The European Union shelved a plan for a stricter price cap on Russian oil exports over concerns that the US won’t back tougher sanctions due to rising crude prices.
The EU has proposed lowering the cap to $45 per barrel from the current $60, but oil’s surge following Israel’s attack on Iran has complicated efforts to find unanimity among the bloc’s 27 members.
Several EU states argue that a lower oil-price cap can only work if the US supports the measure, according to officials familiar with the discussions, who asked not to be identified. It has become clear following this week’s Group of Seven summit that the US isn’t willing to back tougher Russia sanctions, they added.

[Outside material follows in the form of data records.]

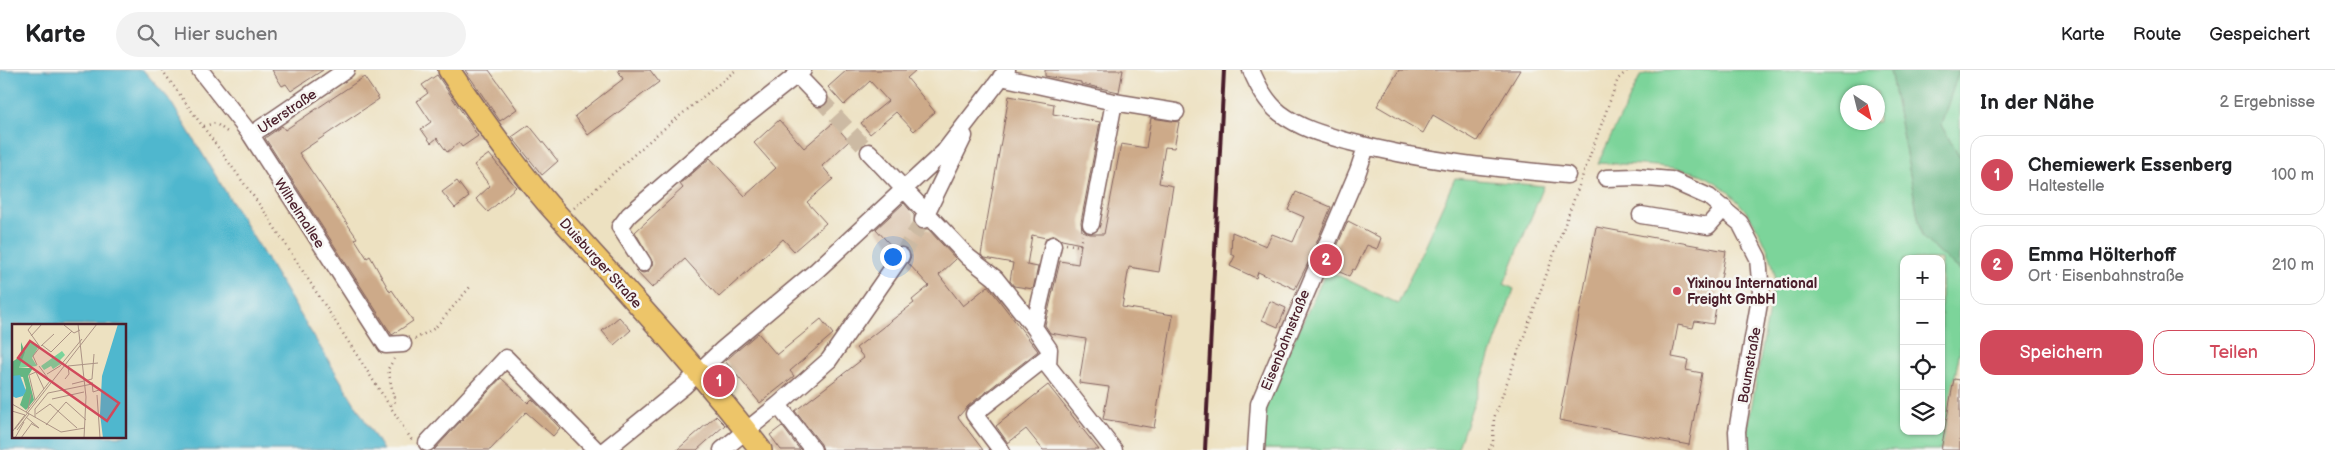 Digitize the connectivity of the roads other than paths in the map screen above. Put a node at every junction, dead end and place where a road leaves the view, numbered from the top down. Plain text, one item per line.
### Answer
1 (200, 70) edge
2 (346, 70) edge
3 (449, 70) edge
4 (1251, 70) edge
5 (800, 72) edge
6 (1004, 74) edge
7 (819, 98) tunnel mouth
8 (1114, 102) junction
9 (978, 108) junction
10 (1176, 112) dead end
11 (252, 135) junction
12 (1366, 146) junction
13 (869, 152) tunnel mouth
14 (1567, 175) dead end
15 (1606, 178) dead end
16 (904, 189) junction
17 (1724, 208) junction
18 (1641, 215) dead end
19 (925, 216) junction
20 (1091, 224) road end
21 (1053, 245) road end
22 (901, 256) tunnel mouth
23 (643, 263) dead end
24 (1034, 327) junction
25 (403, 344) road end
26 (1048, 356) junction
27 (697, 373) junction
28 (778, 405) junction
29 (747, 431) junction
30 (422, 446) edge
31 (596, 450) edge
32 (605, 450) edge
33 (722, 450) edge
34 (761, 450) edge
35 (813, 450) edge
36 (1002, 450) edge
37 (1114, 450) edge
38 (1256, 450) edge
39 (1738, 450) edge

1 - 11 street, Wilhelmallee
2 - 11 street, Uferstraße
3 - 27 main road, Duisburger Straße
4 - 12 street
5 - 7 street
5 - 23 street
6 - 8 street
6 - 9 street
8 - 10 street
8 - 20 street
9 - 16 street
9 - 19 street
11 - 25 street, Wilhelmallee
12 - 14 street
12 - 38 street, Eisenbahnstraße
13 - 16 street
15 - 17 street, Baumstraße
16 - 19 street
16 - 27 street
17 - 18 street
17 - 39 street, Baumstraße
19 - 24 street
21 - 24 street
22 - 28 street
24 - 26 street
26 - 36 street
26 - 37 street
27 - 29 main road, Duisburger Straße
27 - 32 street
28 - 29 street
28 - 35 street
29 - 33 street
29 - 34 main road, Duisburger Straße
30 - 31 street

President Donald Trump told reporters at the meeting in Alberta, Canada, that sanctions “cost us a lot of money.”
The EU package – the bloc’s 18th since Russia invaded Ukraine – is still expected to include a ban on the Nord Stream gas pipelines linking Germany and Russia, as well as an extension of SWIFT sanctions against additional banks. EU foreign ministers will discuss the measures in Brussels on Monday.
European Commission President Ursula von der Leyen this week appeared to draw back from the EU’s proposal to lower the price cap on Russian oil, which is designed to limit Russian President Vladimir Putin’s ability to fund his war on Ukraine.
“In the last days, we have seen the price has risen so the oil price cap does serve its function,” von der Leyen said on the sidelines of the G-7, where the proposal was discussed. “At the moment, there’s little pressure on lowering the oil price cap.”